Stati Uniti. Il tradimento francese
di Cristina Missiroli

“E’ ora che gli americani facciano mente locale su un punto: la Francia non è soltanto un nostro irritante alleato. Non è soltanto un nostro geloso rivale. La Francia sta diventando un nostro nemico.” Iniziava così l’editoriale di Thomas L. Friedman pubblicato il 18 settembre scorso, dal New York Times. Il titolo non lasciava spazio ad interpretazioni cerchio-bottiste: “La nostra guerra con la Francia”.

Non si tratta di un caso isolato sulla stampa d’oltreoceano. Molti dei giornali americani, anche liberal, hanno recentemente ripreso ad alzare il tiro contro Parigi e il suo governo. Contemporaneamente. E lo hanno fatto ancor prima che gli interventi di Bush e Chirac all’assemblea delle Nazioni Unite confermassero il baratro che divide i due governi. Una campagna di stampa che è semplicemente il sintomo di un malessere profondo dei cittadini Usa verso quello che ritengono un tradimento incomprensibile da parte di un alleato storico.

Jacques Chirac era stato il primo dei leader europei a salire i gradini della Casa Bianca dopo gli attacchi dell’11 settembre 2001. Ma già in quell’occasione, l’ultimo arrivato, il presidente spagnolo José Aznar, avvertì George W.Bush: “Con la stessa velocità con la quale hanno salito le scale della solidarietà, scenderanno quelle dell’impegno”. La previsione, puntualmente, si avverò. La Francia diede inizio al balletto dell’ostruzionismo e del veto nei confronti degli interventi militari Usa in Medio-Oriente. Tra la delusione incredula di quanti, nell’amministrazione americana e nel paese, non riuscivano ad accettare che quel tradimento si consumasse davvero.

Per l’opinione pubblica americana fu una grande delusione.
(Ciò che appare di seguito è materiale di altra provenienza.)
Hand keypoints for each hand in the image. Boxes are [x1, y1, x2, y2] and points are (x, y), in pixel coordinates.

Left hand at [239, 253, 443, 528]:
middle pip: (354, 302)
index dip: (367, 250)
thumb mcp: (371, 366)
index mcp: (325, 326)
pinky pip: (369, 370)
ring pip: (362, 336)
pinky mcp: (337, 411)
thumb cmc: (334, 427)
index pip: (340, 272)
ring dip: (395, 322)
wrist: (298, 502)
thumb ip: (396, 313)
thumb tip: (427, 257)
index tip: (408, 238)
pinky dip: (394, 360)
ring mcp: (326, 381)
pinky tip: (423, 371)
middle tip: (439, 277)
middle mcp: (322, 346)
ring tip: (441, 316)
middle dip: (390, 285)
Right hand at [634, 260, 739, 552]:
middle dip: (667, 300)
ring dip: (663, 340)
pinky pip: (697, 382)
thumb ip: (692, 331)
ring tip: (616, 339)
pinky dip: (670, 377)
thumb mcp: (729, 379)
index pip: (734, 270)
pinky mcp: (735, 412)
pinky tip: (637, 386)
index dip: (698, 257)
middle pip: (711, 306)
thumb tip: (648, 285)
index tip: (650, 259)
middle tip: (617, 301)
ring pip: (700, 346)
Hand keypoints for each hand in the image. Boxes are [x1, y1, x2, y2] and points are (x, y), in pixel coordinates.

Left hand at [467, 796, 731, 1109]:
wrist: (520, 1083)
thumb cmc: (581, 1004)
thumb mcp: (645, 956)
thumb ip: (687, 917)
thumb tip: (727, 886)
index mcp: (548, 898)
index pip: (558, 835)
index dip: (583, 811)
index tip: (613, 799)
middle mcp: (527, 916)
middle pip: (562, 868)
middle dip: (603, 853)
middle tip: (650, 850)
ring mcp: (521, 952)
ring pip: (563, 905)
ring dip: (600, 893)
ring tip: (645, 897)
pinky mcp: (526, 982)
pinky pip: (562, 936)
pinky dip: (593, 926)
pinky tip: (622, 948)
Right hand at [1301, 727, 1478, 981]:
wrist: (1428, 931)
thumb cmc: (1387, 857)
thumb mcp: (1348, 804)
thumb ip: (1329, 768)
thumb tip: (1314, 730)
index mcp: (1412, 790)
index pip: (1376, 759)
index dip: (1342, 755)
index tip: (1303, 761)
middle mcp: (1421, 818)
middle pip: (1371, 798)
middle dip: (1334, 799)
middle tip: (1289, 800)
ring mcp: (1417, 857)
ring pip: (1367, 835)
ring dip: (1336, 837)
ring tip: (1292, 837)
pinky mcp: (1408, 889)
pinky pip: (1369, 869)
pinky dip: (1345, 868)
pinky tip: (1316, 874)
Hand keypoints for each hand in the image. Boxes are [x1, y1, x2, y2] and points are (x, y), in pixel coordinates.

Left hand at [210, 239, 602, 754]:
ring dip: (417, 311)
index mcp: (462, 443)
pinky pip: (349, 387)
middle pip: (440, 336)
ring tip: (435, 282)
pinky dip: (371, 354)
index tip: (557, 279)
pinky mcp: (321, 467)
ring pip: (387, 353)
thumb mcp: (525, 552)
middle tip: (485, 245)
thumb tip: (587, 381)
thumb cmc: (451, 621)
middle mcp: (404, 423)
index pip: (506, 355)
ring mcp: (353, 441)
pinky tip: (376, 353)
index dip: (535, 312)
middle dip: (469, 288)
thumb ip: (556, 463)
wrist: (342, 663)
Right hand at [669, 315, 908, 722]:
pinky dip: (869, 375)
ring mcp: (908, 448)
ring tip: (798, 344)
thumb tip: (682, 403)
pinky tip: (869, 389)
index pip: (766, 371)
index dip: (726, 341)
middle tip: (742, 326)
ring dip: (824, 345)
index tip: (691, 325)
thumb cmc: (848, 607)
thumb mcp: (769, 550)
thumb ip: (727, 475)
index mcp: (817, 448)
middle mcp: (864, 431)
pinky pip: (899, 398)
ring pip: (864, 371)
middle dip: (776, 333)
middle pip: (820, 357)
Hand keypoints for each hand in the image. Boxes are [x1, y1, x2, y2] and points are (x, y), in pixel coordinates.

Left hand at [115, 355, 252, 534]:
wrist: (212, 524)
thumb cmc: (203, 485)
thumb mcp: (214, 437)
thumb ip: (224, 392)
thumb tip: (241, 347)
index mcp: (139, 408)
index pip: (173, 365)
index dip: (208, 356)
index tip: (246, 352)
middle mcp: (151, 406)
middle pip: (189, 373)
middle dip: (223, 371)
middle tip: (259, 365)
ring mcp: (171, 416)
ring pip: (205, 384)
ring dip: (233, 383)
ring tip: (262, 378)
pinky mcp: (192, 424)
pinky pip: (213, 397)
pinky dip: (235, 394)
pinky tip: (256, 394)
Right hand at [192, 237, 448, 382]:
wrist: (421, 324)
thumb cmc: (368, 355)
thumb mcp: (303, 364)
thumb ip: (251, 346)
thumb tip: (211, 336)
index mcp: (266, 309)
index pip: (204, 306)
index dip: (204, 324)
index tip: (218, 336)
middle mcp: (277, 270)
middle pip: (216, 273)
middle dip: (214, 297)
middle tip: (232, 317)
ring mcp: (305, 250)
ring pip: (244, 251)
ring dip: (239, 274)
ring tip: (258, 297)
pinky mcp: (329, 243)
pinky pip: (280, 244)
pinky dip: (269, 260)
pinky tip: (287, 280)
Uno shock che prese la via persino del boicottaggio spontaneo dei consumatori nei confronti dei prodotti francesi e perfino dei viaggi in Francia. Per gli americani il tradimento di Jacques Chirac era infatti particolarmente difficile da digerire. Molto più dell’ostilità di Russia e Germania. In fondo Berlino è il vecchio nemico sconfitto nella Seconda Guerra mondiale. E, anche se molta acqua è passata sotto i ponti, un po’ di invidia e risentimento può ancora albergare nei cuori tedeschi. Mosca poi, ha tutto il diritto di non voler correre incontro a braccia aperte verso quello che fino a pochi anni fa era il nemico per eccellenza. Atteggiamenti bislacchi, ma comprensibili ai cittadini Usa.

Parigi no. Il legame tra Usa e Francia risale ai tempi della Rivoluzione Americana, è vecchio di secoli. Risale a quando i giovani ufficiali francesi misero a disposizione le loro armate e la loro vita nella guerra d’indipendenza che segnò la nascita degli Stati Uniti. Un legame che si è rinsaldato con il sangue dei giovani americani che sbarcarono in Normandia per liberare Parigi dall’occupazione tedesca. Per questo il tradimento è tanto doloroso. E difficilmente potrà essere dimenticato nel breve periodo. Ma “quel che è più triste - scrive Friedman nel suo editoriale - è che la Francia ha ragione: l’America non sarà altrettanto efficace e legittimata nel suo sforzo di ricostruire l’Iraq senza l’aiuto di Parigi. Avere la Francia al nostro fianco in Iraq, invece che contro di noi nel mondo intero, porterebbe un gran beneficio ad entrambe le nazioni e al futuro dei paesi arabi. Peccato che il governo francese abbia altre priorità”.